Simple Roasted Chicken & Stock

Simple Roasted Chicken & Stock

Simple Roasted Chicken & Stock

'May contain giblets' is something that probably scared me away the first few times I perused the poultry section. I think there's a whole conglomerate of people that are terrified of touching raw chicken, and I sort of get it-- the cavity of a bird can be a frightening place, a little cave where bits of something unknown are going to appear and you really want an adult to come deal with the situation. I don't know how this obsession got started, but I rarely go 3 weeks before a timer goes off in my head telling me it's time to roast another one. And every time I do, almost nothing provides me with the same sense of accomplishment, and it really shouldn't.

The thing is, it's insanely easy. Even if you aren't interested in stuffing or rubbing, a simple sprinkling of salt and pepper is enough. You can be luxurious and coat it with butter (the photos here were done this way), or keep it simple and just use a little olive oil. The options for herbs, spices and added flavor extras are endless. You can also set this on top of any number of vegetables to give you an accompanying side dish that caramelizes so nicely, thanks to all of that great chicken juice.

One of the best parts of roasting chicken is using the carcass (someone please come up with a better word) to make stock. I can't say enough about how good homemade stock is, how much more flavor is added to your favorite soup or pasta dish when it comes from your kitchen. I try to do this at least once or twice a month, and freeze containers of it to pull out when I'm craving chicken noodle soup.

| Amanda


Simple Roasted Chicken

1 whole organic chicken, 3 pounds

3 tablespoons extra virgin olive oil or butter

Kosher salt and freshly ground black pepper

herbs-- rosemary, thyme, or parsley

spices-- I really love rubs like sweet honey, Memphis dry rub, or Jamaican jerk from Stuart's, but you could certainly use what you have to make any of these

3 cloves garlic, smashed and peeled

1/2 lemon

Put a cast-iron skillet or dutch oven pot on a low rack in the oven and heat the oven to 500 degrees. Rub the chicken all over with the oil or butter and sprinkle it generously with salt and pepper, and any herbs or rubs you'd like it. Stuff the inside of the cavity with garlic, lemon and herbs.

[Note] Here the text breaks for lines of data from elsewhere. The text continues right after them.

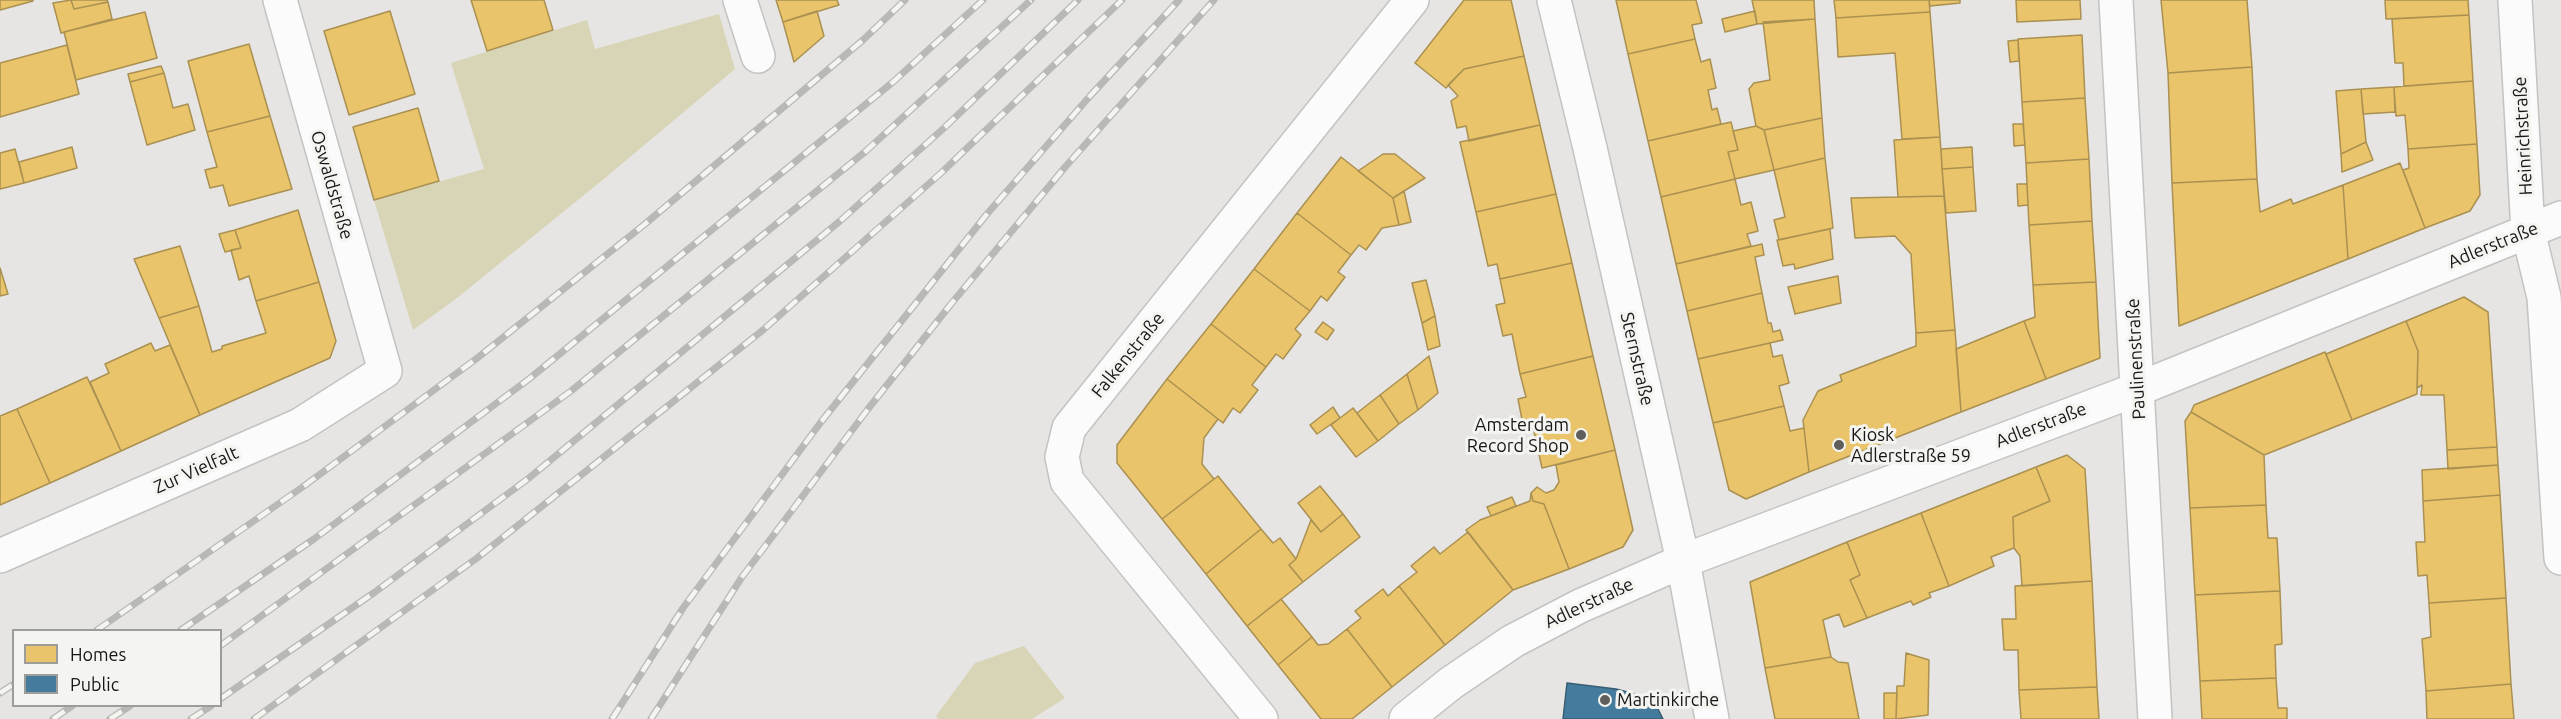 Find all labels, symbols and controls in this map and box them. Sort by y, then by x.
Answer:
street label: Heinrichstraße [2509,76,2537,196]
street label: Oswaldstraße [306,128,358,242]
street label: Adlerstraße [2445,217,2541,273]
street label: Paulinenstraße [2122,298,2150,420]
street label: Falkenstraße [1087,308,1169,402]
street label: Sternstraße [1616,310,1658,408]
street label: Adlerstraße [1993,398,2089,452]
place label: Amsterdam Record Shop [1467,414,1569,456]
place label: Kiosk Adlerstraße 59 [1851,424,1971,466]
marker: Amsterdam Record Shop [1574,428,1588,442]
marker: Kiosk Adlerstraße 59 [1832,438,1846,452]
street label: Zur Vielfalt [150,442,242,498]
street label: Adlerstraße [1541,573,1637,633]
legend [12,629,222,707]
text: Homes [70,644,126,664]
text: Public [70,674,119,694]
place label: Martinkirche [1617,689,1719,711]
marker: Martinkirche [1598,693,1612,707]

When the oven and skillet are hot, carefully put the chicken in the skillet, breast side up. Roast for 15 minutes, then turn the oven temperature down to 350 degrees. Continue to roast until the bird is golden brown and an instant-read thermometer inserted into part of the thigh reads 160 degrees, about 40-45 minutes.

Transfer the chicken to a platter and let it rest for at least an excruciating 5-10 minutes. Carve and serve, or eat the entire skin off before you even sit down.


Homemade Stock

1 chicken carcass, bones and fat

2 stalks celery, in large pieces

2 carrots, in large pieces

1 large onion, quartered (skin left on)

4 cloves garlic (skin left on)

1 tbsp. whole peppercorn

2 bay leaves

bunch herbs-- thyme, rosemary or parsley

4 quarts water

Optional for a more spiced broth - 1 tbsp. whole coriander, jalapeno, or dried guajillo peppers

Combine all items in a large stockpot, bring to a boil and then lower heat, allowing it to simmer 2-3 hours. Pour broth through fine mesh sieve into containers (like these containers I hoard every time I order Pho), and use or freeze up to 6 months.

Quick cheater version: if you're feeling a $4.99 rotisserie chicken from the grocery store more than roasting at home, they work perfectly for stock... once you finish destroying it in your car on the way home. Can use the same recipe swapping out turkey for chicken as well.